-Excuse me, but I’m sure I know you from somewhere?
I replace the can of No Frills baked beans on the shelf and turn around to see the dishevelled figure of what could possibly be a girl.
-No, I don’t think you do, mate.
-Your face looks awfully familiar
-You mean I look awful. Eyare, I remember you: you’re that Christian what reckoned god’d give us some money, right?
The girl, it’s definitely a girl, blushes slightly and holds out her hand.
-Right. Gaz. Love the new hairdo.
Sue smiles in this coy kind of way and takes a moment to examine her feet.
-Well yours is very…uh, interesting….how do you stick it up?
See how I’m progressing? Huh? I’ve even shaved me sides, bleached me mohie and dyed it green, stuck it up for the first time in a long time. Must be love eh? A peacock’s gotta woo his peahen and Kiwi deserves the best. When I get round to see her later she’ll be right chuffed…yeah, it’s gotta be love. I even got a bath round at her place, but she won’t let us move in. Too early or some such bullshit. But to be honest, I’m shitting myself. Cos Kiwi wants me to get clean. Uh-huh, you got it, not just in a bath sense. She wants me to finish with the gear.

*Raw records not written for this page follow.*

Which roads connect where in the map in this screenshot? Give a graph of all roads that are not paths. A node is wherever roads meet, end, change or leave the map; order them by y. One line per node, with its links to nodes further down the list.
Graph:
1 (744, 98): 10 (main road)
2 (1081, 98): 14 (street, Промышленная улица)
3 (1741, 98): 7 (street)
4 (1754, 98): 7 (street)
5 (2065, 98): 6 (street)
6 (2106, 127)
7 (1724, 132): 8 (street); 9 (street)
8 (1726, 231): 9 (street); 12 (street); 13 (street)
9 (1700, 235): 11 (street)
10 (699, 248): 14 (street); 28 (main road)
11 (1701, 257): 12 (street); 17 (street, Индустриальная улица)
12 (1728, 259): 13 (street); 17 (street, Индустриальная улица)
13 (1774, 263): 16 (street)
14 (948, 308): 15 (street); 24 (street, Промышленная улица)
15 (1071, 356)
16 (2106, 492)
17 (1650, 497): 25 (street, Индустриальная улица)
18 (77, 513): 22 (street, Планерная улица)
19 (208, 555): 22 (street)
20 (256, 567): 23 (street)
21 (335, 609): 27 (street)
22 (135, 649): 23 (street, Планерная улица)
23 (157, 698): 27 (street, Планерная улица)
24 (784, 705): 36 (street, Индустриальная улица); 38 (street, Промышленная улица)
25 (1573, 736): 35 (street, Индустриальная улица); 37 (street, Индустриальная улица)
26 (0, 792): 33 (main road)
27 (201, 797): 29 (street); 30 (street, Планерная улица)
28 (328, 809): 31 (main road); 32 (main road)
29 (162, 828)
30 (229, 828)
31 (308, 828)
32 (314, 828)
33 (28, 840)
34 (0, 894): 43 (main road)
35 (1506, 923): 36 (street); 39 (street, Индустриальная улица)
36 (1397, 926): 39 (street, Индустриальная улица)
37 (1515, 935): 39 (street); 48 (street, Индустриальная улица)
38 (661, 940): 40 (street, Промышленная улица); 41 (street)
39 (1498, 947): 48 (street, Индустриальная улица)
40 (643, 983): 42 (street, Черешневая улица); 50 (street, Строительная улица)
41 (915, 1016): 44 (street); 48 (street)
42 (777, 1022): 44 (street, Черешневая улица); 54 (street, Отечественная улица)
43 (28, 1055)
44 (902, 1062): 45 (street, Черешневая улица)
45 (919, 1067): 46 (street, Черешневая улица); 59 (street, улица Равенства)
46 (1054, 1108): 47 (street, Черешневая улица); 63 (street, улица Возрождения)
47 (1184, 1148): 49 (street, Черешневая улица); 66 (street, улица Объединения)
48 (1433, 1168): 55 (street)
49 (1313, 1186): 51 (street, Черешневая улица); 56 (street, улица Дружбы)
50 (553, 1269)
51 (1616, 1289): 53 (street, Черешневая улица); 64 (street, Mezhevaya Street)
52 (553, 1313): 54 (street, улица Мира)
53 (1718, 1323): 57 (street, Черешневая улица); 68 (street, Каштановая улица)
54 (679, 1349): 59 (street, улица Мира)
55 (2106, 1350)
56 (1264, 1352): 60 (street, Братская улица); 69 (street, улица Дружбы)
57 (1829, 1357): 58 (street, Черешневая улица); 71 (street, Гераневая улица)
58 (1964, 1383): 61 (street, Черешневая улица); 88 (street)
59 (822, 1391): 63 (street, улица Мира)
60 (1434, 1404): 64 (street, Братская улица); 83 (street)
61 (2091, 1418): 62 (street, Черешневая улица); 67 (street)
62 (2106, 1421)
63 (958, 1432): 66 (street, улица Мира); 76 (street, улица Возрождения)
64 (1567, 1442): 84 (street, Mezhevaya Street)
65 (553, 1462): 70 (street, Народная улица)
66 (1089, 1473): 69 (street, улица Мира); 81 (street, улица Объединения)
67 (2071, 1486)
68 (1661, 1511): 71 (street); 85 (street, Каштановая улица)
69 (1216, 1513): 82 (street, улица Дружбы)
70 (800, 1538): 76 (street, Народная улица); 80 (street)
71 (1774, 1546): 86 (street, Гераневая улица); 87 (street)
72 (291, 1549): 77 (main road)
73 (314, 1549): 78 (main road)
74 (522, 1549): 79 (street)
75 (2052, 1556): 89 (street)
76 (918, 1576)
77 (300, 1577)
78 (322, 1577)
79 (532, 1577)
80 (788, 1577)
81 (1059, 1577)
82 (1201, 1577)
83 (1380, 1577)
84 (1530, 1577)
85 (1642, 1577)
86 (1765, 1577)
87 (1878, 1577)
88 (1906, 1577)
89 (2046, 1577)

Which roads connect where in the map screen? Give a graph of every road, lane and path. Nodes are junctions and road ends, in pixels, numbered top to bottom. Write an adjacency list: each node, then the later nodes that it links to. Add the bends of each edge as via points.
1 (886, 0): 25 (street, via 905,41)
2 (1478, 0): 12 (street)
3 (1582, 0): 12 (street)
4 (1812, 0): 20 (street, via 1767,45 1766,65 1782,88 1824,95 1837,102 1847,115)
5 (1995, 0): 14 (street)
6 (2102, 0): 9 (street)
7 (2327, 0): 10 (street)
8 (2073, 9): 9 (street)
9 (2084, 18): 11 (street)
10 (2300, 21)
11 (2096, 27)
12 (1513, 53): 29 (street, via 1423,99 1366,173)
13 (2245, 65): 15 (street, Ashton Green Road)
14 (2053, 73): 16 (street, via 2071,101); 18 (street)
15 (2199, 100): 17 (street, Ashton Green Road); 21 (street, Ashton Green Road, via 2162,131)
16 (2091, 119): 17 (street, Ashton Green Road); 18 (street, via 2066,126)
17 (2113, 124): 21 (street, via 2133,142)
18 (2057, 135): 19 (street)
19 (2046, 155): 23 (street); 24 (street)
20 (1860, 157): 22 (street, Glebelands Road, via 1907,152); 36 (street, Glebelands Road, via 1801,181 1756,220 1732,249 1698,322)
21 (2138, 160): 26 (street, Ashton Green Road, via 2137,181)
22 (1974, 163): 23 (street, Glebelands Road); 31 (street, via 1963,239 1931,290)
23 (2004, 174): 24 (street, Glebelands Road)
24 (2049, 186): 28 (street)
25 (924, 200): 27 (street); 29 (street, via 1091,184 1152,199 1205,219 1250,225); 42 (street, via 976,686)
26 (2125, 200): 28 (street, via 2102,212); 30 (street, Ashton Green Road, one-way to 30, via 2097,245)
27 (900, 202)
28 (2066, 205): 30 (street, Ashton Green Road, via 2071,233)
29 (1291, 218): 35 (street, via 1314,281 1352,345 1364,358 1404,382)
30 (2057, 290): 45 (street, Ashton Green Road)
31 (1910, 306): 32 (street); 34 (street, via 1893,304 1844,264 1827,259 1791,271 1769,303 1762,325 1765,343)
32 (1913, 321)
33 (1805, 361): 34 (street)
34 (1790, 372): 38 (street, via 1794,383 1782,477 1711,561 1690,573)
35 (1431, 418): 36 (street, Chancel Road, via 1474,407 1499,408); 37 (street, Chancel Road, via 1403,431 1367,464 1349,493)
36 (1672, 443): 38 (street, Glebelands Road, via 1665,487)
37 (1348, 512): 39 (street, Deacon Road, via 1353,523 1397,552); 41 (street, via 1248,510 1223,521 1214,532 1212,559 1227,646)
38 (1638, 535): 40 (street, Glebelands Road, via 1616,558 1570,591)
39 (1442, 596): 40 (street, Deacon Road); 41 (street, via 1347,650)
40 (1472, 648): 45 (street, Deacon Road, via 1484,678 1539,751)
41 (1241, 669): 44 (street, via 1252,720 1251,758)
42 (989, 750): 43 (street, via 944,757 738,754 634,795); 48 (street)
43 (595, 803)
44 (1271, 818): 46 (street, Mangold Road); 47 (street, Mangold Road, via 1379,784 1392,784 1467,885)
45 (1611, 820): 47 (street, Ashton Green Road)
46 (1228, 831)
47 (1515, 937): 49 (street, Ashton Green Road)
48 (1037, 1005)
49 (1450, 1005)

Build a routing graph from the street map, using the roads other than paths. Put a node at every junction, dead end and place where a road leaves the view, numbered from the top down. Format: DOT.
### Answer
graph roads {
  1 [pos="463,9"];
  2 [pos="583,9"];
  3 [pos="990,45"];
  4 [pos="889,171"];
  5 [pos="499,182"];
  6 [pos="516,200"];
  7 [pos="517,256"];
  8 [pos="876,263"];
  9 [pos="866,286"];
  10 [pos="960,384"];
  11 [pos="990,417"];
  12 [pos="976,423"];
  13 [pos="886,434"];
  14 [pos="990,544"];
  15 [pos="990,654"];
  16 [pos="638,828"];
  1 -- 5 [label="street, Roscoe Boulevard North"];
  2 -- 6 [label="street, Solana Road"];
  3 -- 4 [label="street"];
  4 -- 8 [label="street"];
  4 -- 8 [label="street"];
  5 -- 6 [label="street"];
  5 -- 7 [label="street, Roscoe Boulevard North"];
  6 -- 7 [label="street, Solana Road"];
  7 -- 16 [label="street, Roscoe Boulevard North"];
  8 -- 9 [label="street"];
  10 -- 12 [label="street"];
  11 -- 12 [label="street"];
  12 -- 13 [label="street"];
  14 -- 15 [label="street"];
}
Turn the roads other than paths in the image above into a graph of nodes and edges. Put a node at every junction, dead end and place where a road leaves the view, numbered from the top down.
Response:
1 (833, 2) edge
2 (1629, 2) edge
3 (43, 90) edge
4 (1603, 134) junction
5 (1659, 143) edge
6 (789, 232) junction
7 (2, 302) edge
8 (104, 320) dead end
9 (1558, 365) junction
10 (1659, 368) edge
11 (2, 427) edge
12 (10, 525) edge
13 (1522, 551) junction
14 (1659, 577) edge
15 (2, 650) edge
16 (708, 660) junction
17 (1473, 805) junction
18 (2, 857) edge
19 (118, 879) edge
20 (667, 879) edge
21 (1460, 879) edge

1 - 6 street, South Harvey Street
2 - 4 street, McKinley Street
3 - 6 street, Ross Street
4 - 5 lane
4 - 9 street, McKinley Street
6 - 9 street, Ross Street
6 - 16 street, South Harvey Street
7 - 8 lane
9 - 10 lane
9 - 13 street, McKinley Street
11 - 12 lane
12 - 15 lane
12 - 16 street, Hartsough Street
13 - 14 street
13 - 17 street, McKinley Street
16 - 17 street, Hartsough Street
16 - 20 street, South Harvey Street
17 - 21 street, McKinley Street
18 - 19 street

I wanna say something rude to this Sue, like I’ll stick it up your arse in a minute, love or I stick it up with whale jizzom cos that’s what I usually say when people ask…cos I used to get it all the time. Not so much as an Alright or a how are you just how do you stick your hair up? Yeah, I used to get cunts coming up to me asking me that all the time before I…how shall I say this? I didn’t exactly get disowned by my old friends, more I got sick of their constant hassle about the gear, you know? Yeah, before I drifted away…so I’m laughing at the old memories when I was down the Star and Garter and all the punk gigs, punk pillar, all that. Yeah, I used to go all over the country with them, knew punks from everywhere… good times. I miss them. So I just smile and say
-Trade secret, that.
-I won’t ask if I can touch it, then…I bet lots of people want to touch it, don’t they? It’s just so….tactile! So we meet again. So how are you, my friend?
-Not so bad. Yerself?
-Fantastic, thanks. I’m doing my first year in hospital.
-So what are you? A nurse or a patient? They let you out of the asylum, then?
-You’re funny. No, I’m a doctor.
Sue’s blushing again. I remember what Spid said about the ladies liking a bit of rough, oh my, oh my. Images of NHS medicine stores flit through my mind.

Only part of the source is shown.